Over the last year the Trustee has received further training on a number of areas relating to ESG, including:

You can read the Trustee’s latest Statement of Investment Principles (December 2021), which includes its policy on ESG, stewardship and climate change by downloading it from the investment information section in the Document Store on the website.

Guaranteed Minimum Pension (GMP) court ruling

Since 17 May 1990, pension benefits between men and women had to be equalised. This meant that the retirement age had to be the same and for many schemes, which meant raising the retirement age to 65. There was however one element within the total pension (for many schemes) which was, by law, still payable at age 60 for females and 65 for males called the Guaranteed Minimum Pension (GMP).

On 26 October 2018, the High Court ruled that benefits between men and women need to be equalised around Guaranteed Minimum Pension (GMP) in the case of ‘Lloyds Banking Group Pensions Trustees Ltd v Lloyds Bank plc and others’

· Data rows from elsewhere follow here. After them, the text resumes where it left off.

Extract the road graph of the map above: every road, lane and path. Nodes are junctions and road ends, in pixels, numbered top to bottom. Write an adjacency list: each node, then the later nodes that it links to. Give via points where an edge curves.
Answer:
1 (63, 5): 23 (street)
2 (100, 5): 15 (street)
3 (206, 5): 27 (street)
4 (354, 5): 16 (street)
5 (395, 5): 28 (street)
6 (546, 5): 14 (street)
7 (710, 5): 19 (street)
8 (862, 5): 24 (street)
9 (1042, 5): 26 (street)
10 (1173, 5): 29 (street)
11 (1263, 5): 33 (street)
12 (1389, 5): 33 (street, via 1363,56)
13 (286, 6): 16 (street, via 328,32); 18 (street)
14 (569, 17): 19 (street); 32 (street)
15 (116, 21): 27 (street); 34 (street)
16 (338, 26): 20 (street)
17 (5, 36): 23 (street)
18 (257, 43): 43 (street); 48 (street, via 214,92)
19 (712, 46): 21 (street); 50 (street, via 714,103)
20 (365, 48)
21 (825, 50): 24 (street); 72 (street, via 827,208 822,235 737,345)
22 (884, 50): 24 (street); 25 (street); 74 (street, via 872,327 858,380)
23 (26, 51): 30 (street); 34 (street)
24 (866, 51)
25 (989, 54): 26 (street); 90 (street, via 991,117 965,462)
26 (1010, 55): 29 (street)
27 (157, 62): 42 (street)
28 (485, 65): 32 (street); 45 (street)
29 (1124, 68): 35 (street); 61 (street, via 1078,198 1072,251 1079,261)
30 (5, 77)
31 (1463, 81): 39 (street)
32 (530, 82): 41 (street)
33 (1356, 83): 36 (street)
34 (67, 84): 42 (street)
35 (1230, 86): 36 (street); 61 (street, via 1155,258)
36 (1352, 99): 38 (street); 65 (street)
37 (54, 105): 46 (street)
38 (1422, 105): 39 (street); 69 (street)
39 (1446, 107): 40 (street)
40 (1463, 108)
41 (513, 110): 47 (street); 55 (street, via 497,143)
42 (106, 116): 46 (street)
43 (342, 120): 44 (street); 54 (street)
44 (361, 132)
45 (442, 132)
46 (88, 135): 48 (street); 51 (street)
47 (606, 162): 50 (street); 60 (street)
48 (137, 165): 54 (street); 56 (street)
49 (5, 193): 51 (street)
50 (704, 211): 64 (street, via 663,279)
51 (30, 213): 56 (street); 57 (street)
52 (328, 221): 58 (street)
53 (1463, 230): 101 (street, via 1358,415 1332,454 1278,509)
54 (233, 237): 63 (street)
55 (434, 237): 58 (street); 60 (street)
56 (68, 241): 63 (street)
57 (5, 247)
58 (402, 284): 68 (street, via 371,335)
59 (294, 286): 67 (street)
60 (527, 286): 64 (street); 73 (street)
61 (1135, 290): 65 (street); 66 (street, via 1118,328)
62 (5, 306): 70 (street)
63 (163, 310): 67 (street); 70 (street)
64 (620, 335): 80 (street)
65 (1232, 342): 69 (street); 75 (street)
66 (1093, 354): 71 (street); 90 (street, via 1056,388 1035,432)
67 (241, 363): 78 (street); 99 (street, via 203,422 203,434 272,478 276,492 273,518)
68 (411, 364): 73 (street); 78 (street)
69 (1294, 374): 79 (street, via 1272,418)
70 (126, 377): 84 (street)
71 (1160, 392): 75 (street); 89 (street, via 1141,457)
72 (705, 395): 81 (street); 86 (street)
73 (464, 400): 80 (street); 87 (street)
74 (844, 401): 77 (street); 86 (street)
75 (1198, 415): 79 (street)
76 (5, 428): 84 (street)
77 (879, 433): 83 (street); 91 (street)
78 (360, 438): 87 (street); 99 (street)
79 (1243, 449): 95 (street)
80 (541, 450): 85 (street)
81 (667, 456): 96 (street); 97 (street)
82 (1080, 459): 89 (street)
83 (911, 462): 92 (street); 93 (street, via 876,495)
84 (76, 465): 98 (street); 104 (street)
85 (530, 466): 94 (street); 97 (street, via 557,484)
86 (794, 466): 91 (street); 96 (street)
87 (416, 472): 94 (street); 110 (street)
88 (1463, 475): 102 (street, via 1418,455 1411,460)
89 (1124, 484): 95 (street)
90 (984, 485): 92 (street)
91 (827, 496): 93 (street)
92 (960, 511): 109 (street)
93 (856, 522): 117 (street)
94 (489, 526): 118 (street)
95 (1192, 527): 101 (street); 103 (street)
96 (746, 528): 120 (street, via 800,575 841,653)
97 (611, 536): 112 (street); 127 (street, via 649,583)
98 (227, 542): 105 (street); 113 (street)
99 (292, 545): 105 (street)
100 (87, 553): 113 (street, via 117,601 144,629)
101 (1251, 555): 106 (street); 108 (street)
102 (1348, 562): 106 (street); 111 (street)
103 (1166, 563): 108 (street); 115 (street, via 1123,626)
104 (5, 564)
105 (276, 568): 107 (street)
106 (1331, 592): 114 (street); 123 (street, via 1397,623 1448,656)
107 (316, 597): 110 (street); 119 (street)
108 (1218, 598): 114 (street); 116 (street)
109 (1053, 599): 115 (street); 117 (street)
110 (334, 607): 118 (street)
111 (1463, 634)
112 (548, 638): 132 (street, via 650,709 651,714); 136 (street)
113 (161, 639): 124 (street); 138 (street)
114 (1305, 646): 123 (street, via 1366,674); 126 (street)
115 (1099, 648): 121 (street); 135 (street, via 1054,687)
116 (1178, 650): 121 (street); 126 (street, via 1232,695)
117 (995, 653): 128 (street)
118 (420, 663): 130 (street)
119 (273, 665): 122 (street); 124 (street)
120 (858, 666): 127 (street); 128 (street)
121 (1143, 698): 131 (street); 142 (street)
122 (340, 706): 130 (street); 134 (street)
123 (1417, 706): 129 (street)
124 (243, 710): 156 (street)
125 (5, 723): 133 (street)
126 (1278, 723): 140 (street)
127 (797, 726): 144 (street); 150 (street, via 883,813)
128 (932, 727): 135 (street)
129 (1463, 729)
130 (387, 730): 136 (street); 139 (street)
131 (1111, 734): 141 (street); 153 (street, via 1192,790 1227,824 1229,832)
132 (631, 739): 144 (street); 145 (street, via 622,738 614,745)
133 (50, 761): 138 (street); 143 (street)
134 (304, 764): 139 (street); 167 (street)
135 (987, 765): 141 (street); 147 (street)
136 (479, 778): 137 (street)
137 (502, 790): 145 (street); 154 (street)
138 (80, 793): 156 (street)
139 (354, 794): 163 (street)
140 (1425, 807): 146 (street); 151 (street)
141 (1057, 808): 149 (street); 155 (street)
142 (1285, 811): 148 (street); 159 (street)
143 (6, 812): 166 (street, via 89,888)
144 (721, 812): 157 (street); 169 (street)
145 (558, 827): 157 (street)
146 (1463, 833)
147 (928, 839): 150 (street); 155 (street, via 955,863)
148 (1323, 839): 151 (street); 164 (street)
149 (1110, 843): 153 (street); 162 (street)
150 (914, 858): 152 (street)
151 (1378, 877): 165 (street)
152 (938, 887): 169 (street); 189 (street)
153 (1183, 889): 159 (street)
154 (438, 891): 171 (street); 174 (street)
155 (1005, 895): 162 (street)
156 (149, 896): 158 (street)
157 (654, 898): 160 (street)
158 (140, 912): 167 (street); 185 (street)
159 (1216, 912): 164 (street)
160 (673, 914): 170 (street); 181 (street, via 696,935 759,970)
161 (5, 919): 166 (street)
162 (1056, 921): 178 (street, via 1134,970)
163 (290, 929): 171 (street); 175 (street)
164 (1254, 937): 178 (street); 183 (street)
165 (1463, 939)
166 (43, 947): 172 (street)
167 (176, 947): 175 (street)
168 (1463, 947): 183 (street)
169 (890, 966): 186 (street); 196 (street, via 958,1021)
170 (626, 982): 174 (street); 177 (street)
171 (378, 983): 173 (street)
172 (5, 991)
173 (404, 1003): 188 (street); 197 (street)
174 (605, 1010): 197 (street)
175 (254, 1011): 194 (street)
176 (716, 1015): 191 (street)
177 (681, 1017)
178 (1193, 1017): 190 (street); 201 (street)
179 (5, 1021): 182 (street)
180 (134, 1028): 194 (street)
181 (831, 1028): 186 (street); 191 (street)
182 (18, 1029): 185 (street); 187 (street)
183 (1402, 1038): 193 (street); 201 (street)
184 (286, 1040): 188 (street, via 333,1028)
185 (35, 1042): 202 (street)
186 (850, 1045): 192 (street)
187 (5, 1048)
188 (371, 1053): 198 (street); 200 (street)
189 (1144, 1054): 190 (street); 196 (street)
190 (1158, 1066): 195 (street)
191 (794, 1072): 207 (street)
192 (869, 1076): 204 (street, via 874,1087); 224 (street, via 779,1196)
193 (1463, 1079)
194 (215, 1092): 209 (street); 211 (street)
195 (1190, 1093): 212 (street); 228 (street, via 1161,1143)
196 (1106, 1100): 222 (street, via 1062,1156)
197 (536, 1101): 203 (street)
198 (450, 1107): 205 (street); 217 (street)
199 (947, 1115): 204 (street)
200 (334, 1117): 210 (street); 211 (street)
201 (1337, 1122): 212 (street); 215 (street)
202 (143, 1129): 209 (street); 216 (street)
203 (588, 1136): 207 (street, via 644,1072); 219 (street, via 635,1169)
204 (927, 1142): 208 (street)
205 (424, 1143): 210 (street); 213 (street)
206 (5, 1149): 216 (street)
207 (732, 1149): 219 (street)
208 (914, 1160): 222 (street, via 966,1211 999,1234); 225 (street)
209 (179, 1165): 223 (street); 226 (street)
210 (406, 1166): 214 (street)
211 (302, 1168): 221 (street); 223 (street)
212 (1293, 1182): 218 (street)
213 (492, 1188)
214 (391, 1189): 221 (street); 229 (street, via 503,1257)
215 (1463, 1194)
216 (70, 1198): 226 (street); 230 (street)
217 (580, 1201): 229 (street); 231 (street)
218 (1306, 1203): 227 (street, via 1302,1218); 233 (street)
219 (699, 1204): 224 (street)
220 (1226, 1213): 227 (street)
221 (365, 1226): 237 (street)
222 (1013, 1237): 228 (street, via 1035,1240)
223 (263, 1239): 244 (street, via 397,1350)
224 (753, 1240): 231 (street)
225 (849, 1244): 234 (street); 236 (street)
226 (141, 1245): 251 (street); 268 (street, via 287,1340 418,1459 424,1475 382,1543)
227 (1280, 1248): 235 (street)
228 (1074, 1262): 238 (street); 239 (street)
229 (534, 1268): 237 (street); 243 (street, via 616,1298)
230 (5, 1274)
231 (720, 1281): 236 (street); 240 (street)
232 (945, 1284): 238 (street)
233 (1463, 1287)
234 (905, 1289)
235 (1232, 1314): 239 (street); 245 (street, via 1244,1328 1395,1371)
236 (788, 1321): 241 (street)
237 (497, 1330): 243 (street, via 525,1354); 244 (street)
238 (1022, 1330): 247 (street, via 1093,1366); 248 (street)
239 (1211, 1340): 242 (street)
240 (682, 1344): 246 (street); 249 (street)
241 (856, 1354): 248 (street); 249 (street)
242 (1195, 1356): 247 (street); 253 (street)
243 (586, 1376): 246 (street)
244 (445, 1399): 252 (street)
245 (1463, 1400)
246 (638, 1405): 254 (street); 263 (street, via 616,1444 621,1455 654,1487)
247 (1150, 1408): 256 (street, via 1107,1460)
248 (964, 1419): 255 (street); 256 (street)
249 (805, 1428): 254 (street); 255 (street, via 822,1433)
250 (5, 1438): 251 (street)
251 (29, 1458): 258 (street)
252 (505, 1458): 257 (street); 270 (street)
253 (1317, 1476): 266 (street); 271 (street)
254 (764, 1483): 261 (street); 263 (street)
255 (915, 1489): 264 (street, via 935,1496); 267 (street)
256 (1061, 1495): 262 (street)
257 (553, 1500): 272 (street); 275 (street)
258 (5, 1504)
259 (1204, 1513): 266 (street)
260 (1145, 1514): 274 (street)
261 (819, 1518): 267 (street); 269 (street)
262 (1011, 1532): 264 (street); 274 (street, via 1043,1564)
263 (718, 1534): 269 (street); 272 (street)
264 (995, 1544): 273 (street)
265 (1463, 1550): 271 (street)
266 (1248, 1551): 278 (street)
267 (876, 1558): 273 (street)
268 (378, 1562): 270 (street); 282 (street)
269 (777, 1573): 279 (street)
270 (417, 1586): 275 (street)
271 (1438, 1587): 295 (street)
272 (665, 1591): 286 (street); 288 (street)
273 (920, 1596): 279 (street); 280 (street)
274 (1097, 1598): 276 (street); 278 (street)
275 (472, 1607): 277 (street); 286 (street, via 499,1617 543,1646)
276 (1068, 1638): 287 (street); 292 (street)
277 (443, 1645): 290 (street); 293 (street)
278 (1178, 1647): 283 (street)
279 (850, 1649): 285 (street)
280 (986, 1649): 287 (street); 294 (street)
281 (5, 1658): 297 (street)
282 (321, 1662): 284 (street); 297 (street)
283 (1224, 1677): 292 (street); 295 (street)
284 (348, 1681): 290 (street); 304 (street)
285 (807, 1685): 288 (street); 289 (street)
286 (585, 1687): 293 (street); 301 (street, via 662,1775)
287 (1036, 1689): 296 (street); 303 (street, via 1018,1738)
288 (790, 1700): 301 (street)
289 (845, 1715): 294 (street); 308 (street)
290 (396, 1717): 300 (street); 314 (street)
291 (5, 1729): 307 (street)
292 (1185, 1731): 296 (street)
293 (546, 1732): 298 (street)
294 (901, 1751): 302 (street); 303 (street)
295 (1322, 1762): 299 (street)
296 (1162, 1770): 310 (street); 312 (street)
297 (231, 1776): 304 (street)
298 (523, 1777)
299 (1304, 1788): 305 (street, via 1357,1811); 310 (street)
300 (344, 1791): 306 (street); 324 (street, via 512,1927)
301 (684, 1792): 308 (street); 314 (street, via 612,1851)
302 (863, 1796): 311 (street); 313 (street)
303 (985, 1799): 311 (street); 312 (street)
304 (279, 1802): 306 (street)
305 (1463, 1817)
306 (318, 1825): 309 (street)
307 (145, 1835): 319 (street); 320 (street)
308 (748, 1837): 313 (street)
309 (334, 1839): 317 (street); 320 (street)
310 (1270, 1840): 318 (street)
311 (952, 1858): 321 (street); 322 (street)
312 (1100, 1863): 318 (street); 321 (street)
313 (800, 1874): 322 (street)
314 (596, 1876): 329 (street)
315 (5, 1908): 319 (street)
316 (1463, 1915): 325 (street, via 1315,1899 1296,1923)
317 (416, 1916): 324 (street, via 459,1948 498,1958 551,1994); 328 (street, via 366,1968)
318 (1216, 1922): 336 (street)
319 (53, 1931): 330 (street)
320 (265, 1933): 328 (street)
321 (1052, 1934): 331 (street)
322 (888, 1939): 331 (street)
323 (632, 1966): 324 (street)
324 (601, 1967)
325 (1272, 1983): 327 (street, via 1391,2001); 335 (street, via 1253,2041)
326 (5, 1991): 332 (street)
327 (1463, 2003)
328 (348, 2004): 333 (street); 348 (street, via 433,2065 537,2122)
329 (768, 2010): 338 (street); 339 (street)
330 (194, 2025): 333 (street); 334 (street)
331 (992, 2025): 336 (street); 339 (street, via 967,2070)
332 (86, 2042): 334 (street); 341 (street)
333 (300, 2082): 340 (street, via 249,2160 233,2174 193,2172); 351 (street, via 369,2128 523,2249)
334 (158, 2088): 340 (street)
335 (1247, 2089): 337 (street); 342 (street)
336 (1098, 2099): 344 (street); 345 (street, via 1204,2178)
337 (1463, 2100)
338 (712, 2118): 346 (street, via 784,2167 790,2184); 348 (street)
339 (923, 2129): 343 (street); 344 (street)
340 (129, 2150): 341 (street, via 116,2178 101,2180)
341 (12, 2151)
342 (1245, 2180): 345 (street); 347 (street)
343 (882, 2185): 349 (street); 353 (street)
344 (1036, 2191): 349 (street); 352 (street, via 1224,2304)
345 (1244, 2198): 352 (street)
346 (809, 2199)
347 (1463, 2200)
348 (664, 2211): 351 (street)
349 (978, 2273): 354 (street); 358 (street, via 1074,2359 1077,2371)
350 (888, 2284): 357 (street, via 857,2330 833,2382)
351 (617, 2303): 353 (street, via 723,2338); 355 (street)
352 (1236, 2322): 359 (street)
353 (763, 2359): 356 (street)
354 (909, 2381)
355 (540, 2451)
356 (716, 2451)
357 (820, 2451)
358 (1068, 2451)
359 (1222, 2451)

What is GMP and why was there a court ruling on it?

Back in the early 1970s, the Government decided that the Basic State Pension was inadequate for higher paid employees and introduced an additional earnings-related pension termed the State Earnings Related Pension Scheme (SERPS). This started on 6 April 1978. The additional pension was payable from age 60 for women and 65 for men at the same time as the Basic State Pension became payable.

The Government also decided that company pension schemes could instead provide this additional pension and both the employer and employees would pay lower rate National Insurance Contributions and the scheme would be contracted-out of SERPS. The additional pension in a company scheme was termed Guaranteed Minimum Pension (GMP) and was based on a member’s National Insurance contributions and a formula set by the Government.

Many pension schemes throughout the UK decided to contract-out of SERPS. However, the 2018 High Court ruled that GMPs must be equalised to remove inequalities in the GMP accrued between 17 May 1990 and 4 April 1997.

How does this affect me?

The Hays Pension Scheme and many of the pension schemes merged into it were contracted-out of SERPS during this time. The Trustee is still waiting for clarity on a number of issues following the Court ruling and once these are resolved, all affected members will be contacted.

Canada Life buy-in

The Trustee, together with Hays plc, carried out a detailed review of the insurance market last year in relation to insuring the pensions currently in payment, and in August 2018 the Trustee signed an agreement with Canada Life to insure these benefits through the purchase of a Bulk Annuity Policy.

This significant move has helped to reduce the risks facing the Scheme and has improved the security of all members.